Başlangıç ve son
Müzik

Pearl Jam – “Black” Hakkında Derinlemesine Bir Yazı

Bazı şarkılar vardır, onları sadece dinlemezsin; yaşarsın, içinde büyütürsün, hatta yaşlandıkça daha çok anlarsın. Black tam olarak böyle bir parça, benim hayatıma tam ne zaman girdi emin olamıyorum, o dönemler epey güzel içerdim çünkü ama işte öyle bir parça ki hala aklımda. Pearl Jam’in 1991 tarihli efsane albümü Ten’de yer alan bu şarkı, benim için belki de her şeyin özeti.

Başlangıç ve son.

Aşkın ilk anı da burada, bitişi de. Hatta aradaki tüm o sessizlikler de…

Eddie Vedder ve Taşınan Bir Demo

Şarkının temeli, gitarist Stone Gossard’ın “E Ballad” adını verdiği bir demo parçasına dayanıyor. Eddie Vedder, bu parçayı bir kasette dinliyor ve henüz gruba tam olarak dahil bile değilken sözleri yazıyor. (Kaynak: Wikipedia, altrockguitar.com)

Vedder bir röportajda şöyle diyor:

“It’s about first relationships and letting go… you can’t really have a true love unless it was a love unrequited.”

Yani, sevdin ama olmadıysa, işte o gerçek aşktı. Zaten bu yüzden bu şarkı yalnızca bir melodi değil; başlangıç ve son olarak iki anı’da damağımızda bırakıyor.

Bu şarkıdaki her dize, bir ayrılığın anatomisi gibi.

Hadi haddimiz olmasada, satır satır incelemeye çalışalım.

Çünkü bu şarkıda olan her nota bir yara gibidir insan olana veya bu notaları hisseden zavallılara diyelim…

Bu arada bu parça öyle işlemiştir ki hayatınıza, aşk acısı falan çekmenizi gerek yok, hafif bir yel bile yemiş olsanız bu parça sizi mahveder, bence ona bile gerek yok, laner Eddie’nin sesi zaten ne olursan olsun yeter….

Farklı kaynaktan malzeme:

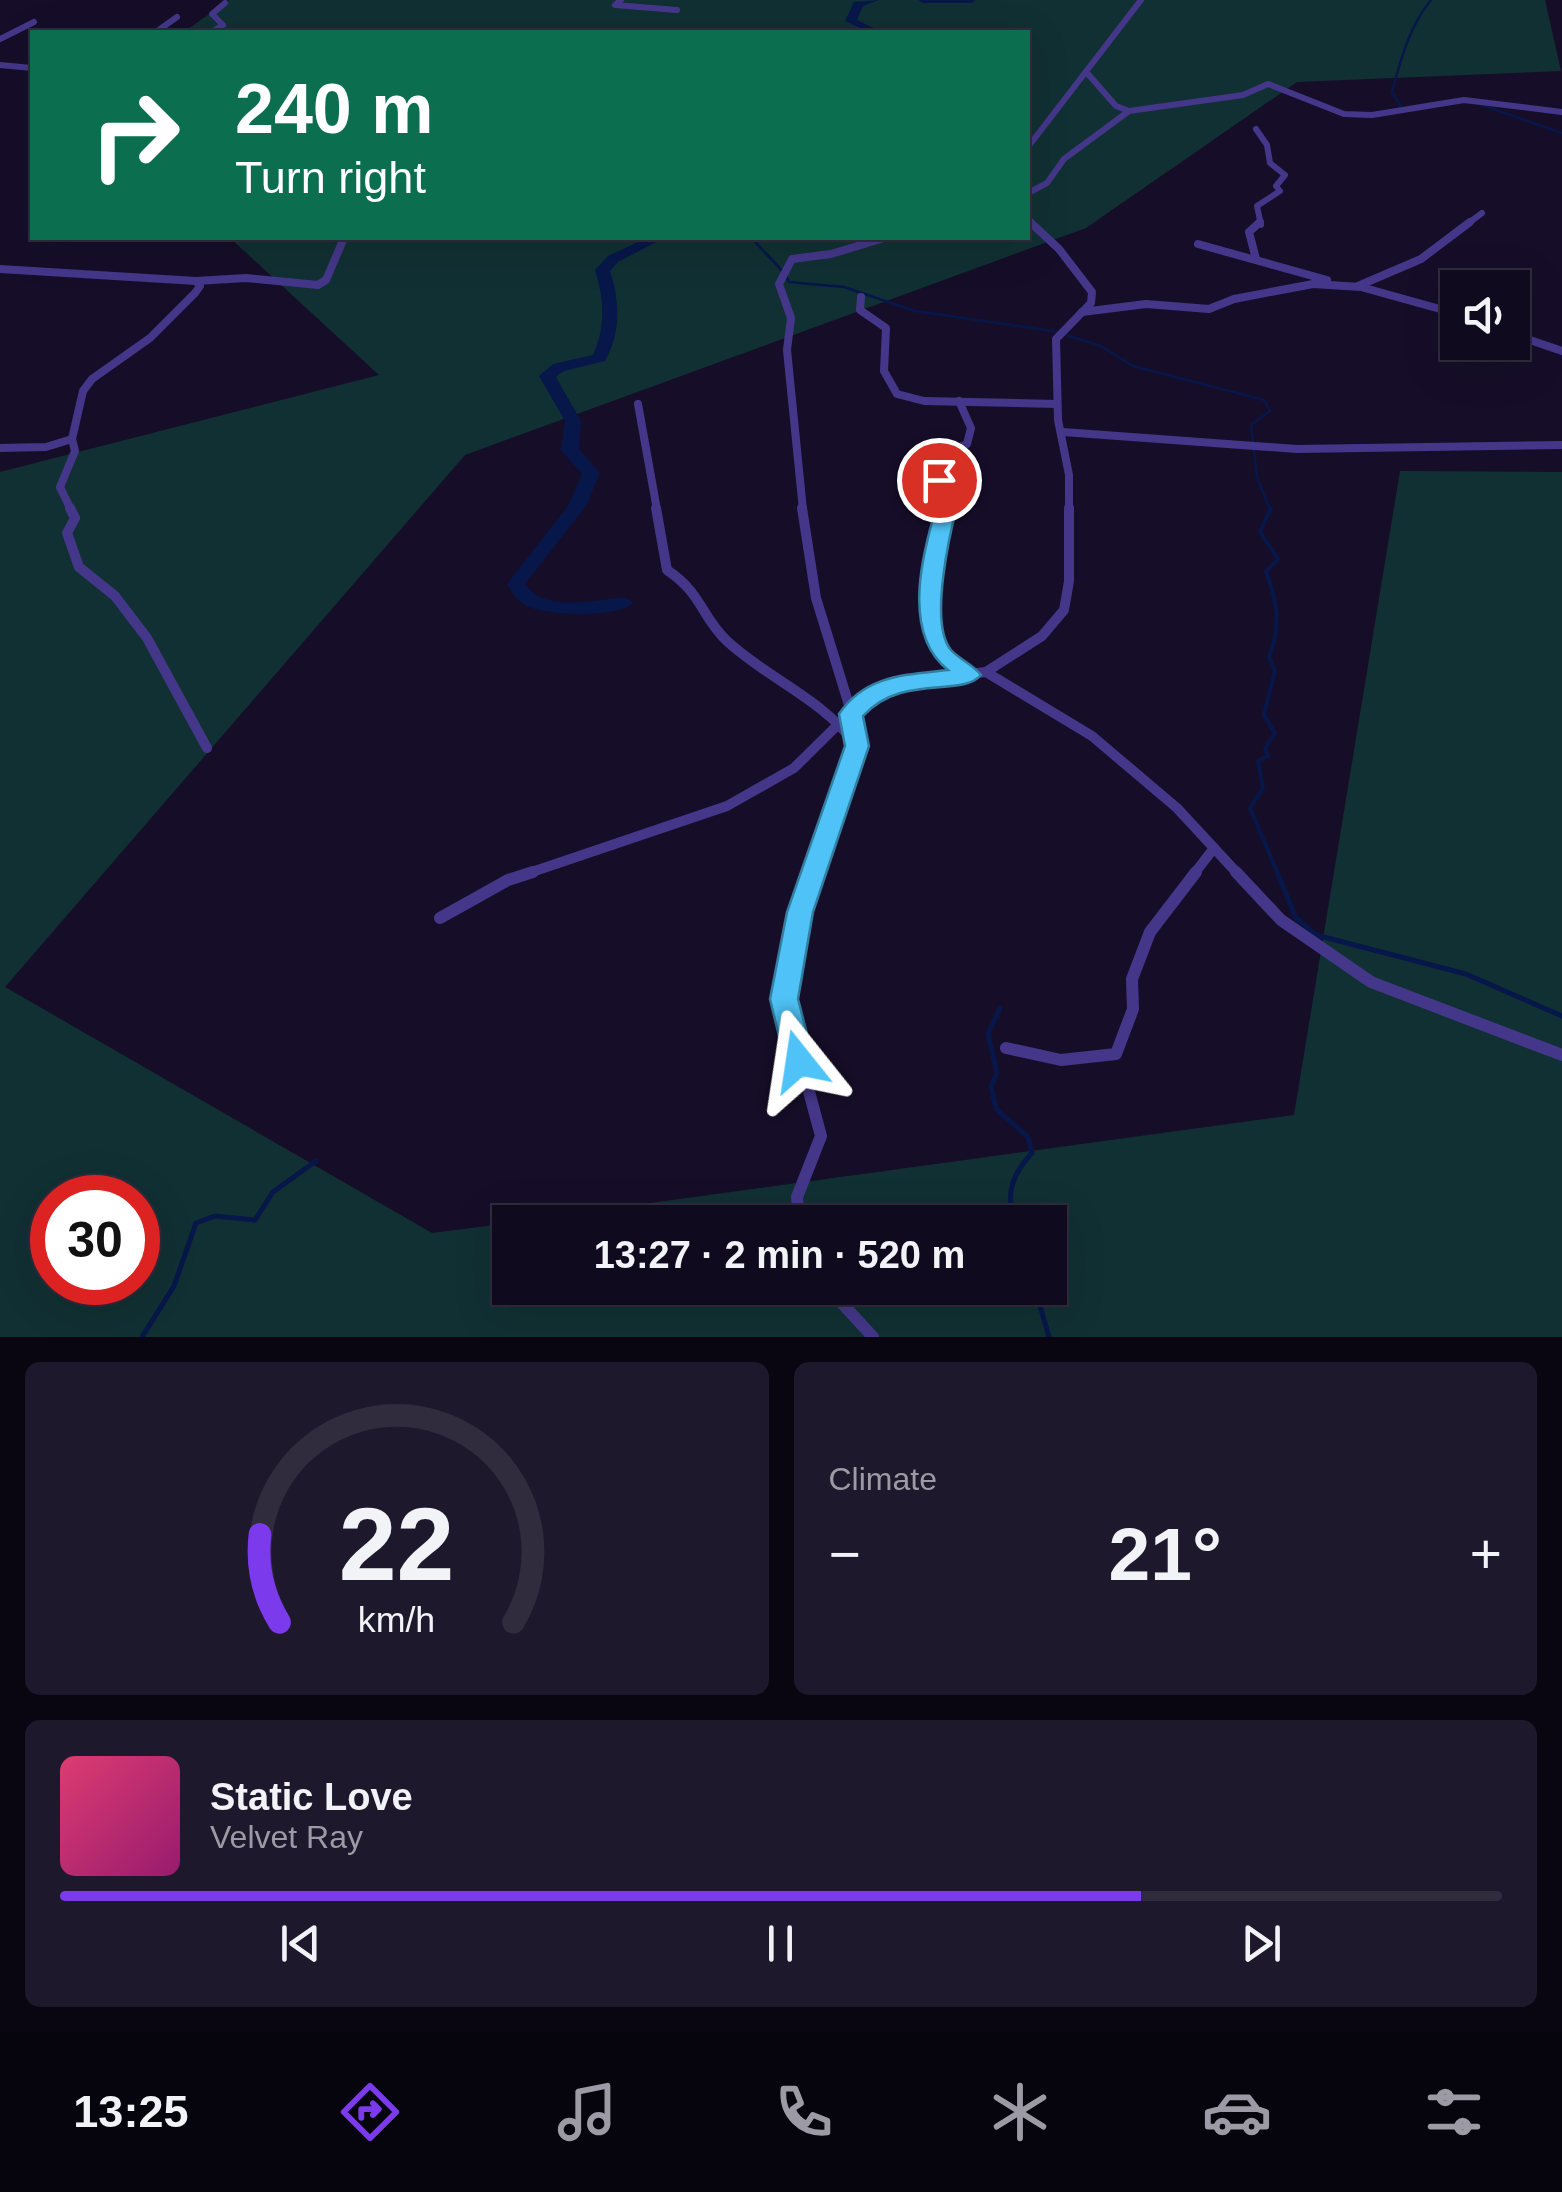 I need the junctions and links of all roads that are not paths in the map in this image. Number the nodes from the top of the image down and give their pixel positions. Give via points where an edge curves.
1 (236, 0) edge
2 (621, 0) edge
3 (1141, 0) edge
4 (222, 2) edge
5 (677, 10) dead end
6 (177, 17) dead end
7 (34, 22) dead end
8 (159, 30) edge
9 (215, 30) edge
10 (0, 40) edge
11 (0, 65) edge
12 (30, 68) edge
13 (1088, 74) junction
14 (1129, 111) junction
15 (1562, 112) edge
16 (1256, 129) dead end
17 (1030, 145) edge
18 (1030, 193) edge
19 (1482, 213) dead end
20 (1030, 223) edge
21 (343, 240) edge
22 (877, 240) edge
23 (1198, 244) dead end
24 (1256, 259) junction
25 (0, 269) edge
26 (196, 281) junction
27 (1361, 287) junction
28 (860, 298) dead end
29 (1440, 309) edge
30 (1080, 312) junction
31 (1530, 340) edge
32 (1562, 351) edge
33 (959, 401) junction
34 (638, 404) dead end
35 (1057, 404) junction
36 (1062, 432) junction
37 (72, 439) junction
38 (1562, 444) edge
39 (0, 448) edge
40 (986, 672) junction
41 (970, 675) junction
42 (845, 719) junction
43 (207, 748) dead end
44 (1214, 848) junction
45 (440, 918) dead end
46 (1006, 1048) dead end
47 (1562, 1055) edge
48 (798, 1205) edge
49 (844, 1305) edge
50 (873, 1337) edge

1 - 4 street
2 - 5 street via 615,5
3 - 13 street
4 - 9 street via 212,14 224,24
6 - 8 street
7 - 10 street
11 - 12 street
13 - 14 street
13 - 17 street
14 - 15 street via 1243,95 1268,84 1344,114 1464,100
14 - 18 street
16 - 24 street via 1270,163 1284,175 1276,186 1280,191 1257,206 1260,226 1249,232
19 - 27 street via 1421,259
20 - 30 street via 1092,292
21 - 26 street via 318,286 246,278
22 - 42 street via 792,259 779,284 791,318 793,444 816,598
23 - 24 street
24 - 27 street
25 - 26 street
26 - 37 street via 195,293 150,338 92,379
27 - 29 street
27 - 30 street via 1303,286 1210,310 1146,304
28 - 33 street via 860,310 886,328 890,389 912,400
30 - 35 street via 1056,339
31 - 32 street
33 - 35 street
33 - 41 street via 970,428 967,444 934,464 950,495 936,544 932,633 941,653
34 - 42 street via 667,570 706,600 727,642
35 - 36 street
36 - 38 street via 1297,449
36 - 40 street via 1068,475 1064,610 1042,636
37 - 39 street
37 - 43 street via 75,451 60,487 75,518 67,534 79,566 116,596 147,638
40 - 41 street
40 - 44 street via 1092,736
41 - 42 street via 893,684 869,694
42 - 45 street via 794,768 727,806 508,880
42 - 48 street via 857,746 800,912 784,999 821,1136
44 - 46 street via 1150,932 1116,1054 1097,1062
44 - 47 street via 1280,920 1371,982
49 - 50 street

“Sheets of empty canvas, untouched sheets of clay were laid spread out before me as her body once did.”
İlişkinin başlangıcı burada resmediliyor. Boş tuvaller, şekillenmemiş kille dolu bir başlangıç. Ama aynı zamanda eksik, çünkü o artık yok. O zamanlar onunla dolu olan yatak şimdi bomboş. ( Gerçekten bu durumda olana bok gibidir kankalar özür vallaha, ben yatağa gittiğimde güzeller güzeli sarışın, mavi gözlümü buluyorum vallaha, kusura bakmayın…)

“All five horizons revolved around her soul as the earth to the sun.”
Beş duyusuyla onu yaşarken, sevgilisi evrenin merkezi olmuş. Güneşin etrafında dönen dünya gibi, Vedder da onun etrafında dönüyormuş. Ama artık eksen kaymış bir kere, bu da sıçtığının resmidir.

“Now the air I tasted and breathed has taken a turn.”
Solunan hava bile değişmiş. Her nefes, bir zamanlar sevinçti, şimdi yalnızca alışkanlık ve boşluk. Başlangıç ve son bu değilse nedir?

“Ooh, and all I taught her was everything.”
Bu dizede gurur değil, hayal kırıklığı var. Her şeyimi verdim diyor adam. Ama o her şey, şimdi geride kalan hiçlik olmuş.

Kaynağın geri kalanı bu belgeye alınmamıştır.